What is Voluntourism and Is It Right For You?

Woman volunteering with African children

Do you want a chance to participate in reef research and conservation but you lack the resume to get such a job?

Do you want to help communities in Africa by participating in tree planting projects?

If so, look no further! Regardless of what's on your personal bucket list, voluntourism may be just the opportunity you've been looking for. Through volunteer vacation opportunities, you have the chance to get your hands dirty supporting a cause that fans your altruistic flame, whether you want to help protect pandas, collect and log rare plant samples, or help a community develop sustainable agricultural practices. Volunteer holidays allow you to invest yourself in a soul-enriching experience while doing something good for the planet.

This relatively new phenomenon is gaining in popularity. A recent survey conducted by University of California San Diego Extension found that people are interested in pursuing a cause they believe in and contributing to something meaningful in the community by participating in volunteer vacation opportunities, with 12% of respondents interested specifically in working for environmental causes [1].

 

How do volunteer holidays work?

  • Nail down your interests: Start by considering your passions.
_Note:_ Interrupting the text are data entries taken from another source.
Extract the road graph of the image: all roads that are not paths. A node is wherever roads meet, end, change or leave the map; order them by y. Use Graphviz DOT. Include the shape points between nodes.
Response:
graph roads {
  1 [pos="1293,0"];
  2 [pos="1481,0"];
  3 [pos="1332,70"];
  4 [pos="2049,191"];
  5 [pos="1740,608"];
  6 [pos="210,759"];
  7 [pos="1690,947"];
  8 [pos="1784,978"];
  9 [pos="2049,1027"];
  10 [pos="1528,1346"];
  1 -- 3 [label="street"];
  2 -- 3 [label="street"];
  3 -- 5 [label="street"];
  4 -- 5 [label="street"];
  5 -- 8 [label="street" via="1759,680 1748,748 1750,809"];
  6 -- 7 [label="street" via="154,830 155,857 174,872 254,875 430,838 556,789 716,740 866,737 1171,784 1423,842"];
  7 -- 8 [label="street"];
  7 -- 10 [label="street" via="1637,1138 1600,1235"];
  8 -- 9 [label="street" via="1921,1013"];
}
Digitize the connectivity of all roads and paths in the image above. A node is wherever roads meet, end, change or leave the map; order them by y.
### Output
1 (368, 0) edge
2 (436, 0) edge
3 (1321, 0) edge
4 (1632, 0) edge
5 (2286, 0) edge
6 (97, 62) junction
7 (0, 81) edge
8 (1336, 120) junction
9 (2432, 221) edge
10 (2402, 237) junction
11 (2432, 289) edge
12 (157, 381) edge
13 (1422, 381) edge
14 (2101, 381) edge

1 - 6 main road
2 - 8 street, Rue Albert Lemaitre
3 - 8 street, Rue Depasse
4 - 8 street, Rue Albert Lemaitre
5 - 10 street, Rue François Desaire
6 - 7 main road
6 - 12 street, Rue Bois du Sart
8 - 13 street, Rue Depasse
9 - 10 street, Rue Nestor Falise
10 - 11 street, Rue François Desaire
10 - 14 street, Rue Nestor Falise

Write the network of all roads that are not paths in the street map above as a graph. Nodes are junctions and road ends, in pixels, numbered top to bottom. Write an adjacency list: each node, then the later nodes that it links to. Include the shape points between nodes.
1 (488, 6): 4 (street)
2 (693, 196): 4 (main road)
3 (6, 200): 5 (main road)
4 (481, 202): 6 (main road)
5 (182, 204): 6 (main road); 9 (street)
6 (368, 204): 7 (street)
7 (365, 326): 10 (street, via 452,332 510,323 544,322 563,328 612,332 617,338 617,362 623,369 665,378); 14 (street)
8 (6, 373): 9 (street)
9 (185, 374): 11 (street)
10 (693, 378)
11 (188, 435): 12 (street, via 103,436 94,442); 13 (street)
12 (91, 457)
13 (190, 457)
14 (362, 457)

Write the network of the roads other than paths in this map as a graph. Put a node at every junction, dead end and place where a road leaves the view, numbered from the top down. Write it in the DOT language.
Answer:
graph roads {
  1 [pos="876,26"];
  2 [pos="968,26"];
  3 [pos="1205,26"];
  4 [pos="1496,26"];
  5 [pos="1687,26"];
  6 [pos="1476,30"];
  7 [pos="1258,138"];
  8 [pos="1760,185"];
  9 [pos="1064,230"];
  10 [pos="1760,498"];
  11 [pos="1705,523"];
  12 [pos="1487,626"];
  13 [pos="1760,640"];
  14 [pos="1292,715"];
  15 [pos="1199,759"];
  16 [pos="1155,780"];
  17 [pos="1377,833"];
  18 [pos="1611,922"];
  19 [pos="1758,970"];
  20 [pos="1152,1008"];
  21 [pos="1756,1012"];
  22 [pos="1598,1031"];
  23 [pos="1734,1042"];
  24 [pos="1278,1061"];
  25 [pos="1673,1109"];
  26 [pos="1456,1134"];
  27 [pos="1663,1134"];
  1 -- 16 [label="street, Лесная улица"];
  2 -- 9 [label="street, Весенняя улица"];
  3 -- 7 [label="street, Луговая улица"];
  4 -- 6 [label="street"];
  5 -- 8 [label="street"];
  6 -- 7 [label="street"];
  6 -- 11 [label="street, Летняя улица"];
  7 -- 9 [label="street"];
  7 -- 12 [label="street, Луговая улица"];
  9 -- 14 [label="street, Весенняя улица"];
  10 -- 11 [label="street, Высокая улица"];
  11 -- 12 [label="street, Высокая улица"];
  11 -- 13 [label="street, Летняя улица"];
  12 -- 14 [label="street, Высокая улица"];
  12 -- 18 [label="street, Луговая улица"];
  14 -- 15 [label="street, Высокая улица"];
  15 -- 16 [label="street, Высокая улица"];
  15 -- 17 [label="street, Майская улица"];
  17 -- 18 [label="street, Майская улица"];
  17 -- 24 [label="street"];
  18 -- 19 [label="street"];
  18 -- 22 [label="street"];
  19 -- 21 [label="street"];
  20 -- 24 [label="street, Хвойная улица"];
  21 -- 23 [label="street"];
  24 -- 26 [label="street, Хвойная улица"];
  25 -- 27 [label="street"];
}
Do you want to help as a wildlife volunteer to end the ivory trade and protect elephants? Or are you interested in exploring national parks to assist in trail maintenance?
  • Determine your budget: In most cases, you pay for airfare, accommodations, and even some program fees. However, in some countries, you can apply to receive tax credits for things like program fees and airfare when you work with an approved organization [2].
  • Work out logistics: Next, you'll want to determine things like how long you'll be able to travel, what regions you're interested in venturing to, who will be traveling with you (your family, some college friends, or your work buddies?), as well as whether there are any other things you want to accomplish while on your volunteer vacation (a few days on the beach perhaps?).
  • Choose an organization: Once you've narrowed your eco-volunteer aspirations, zeroed in on your budget, and figured out administrative details, start researching organizations that fit well with your parameters for travel volunteering. Consider calling or emailing your final 3-5 options to ask questions and explore possibilities.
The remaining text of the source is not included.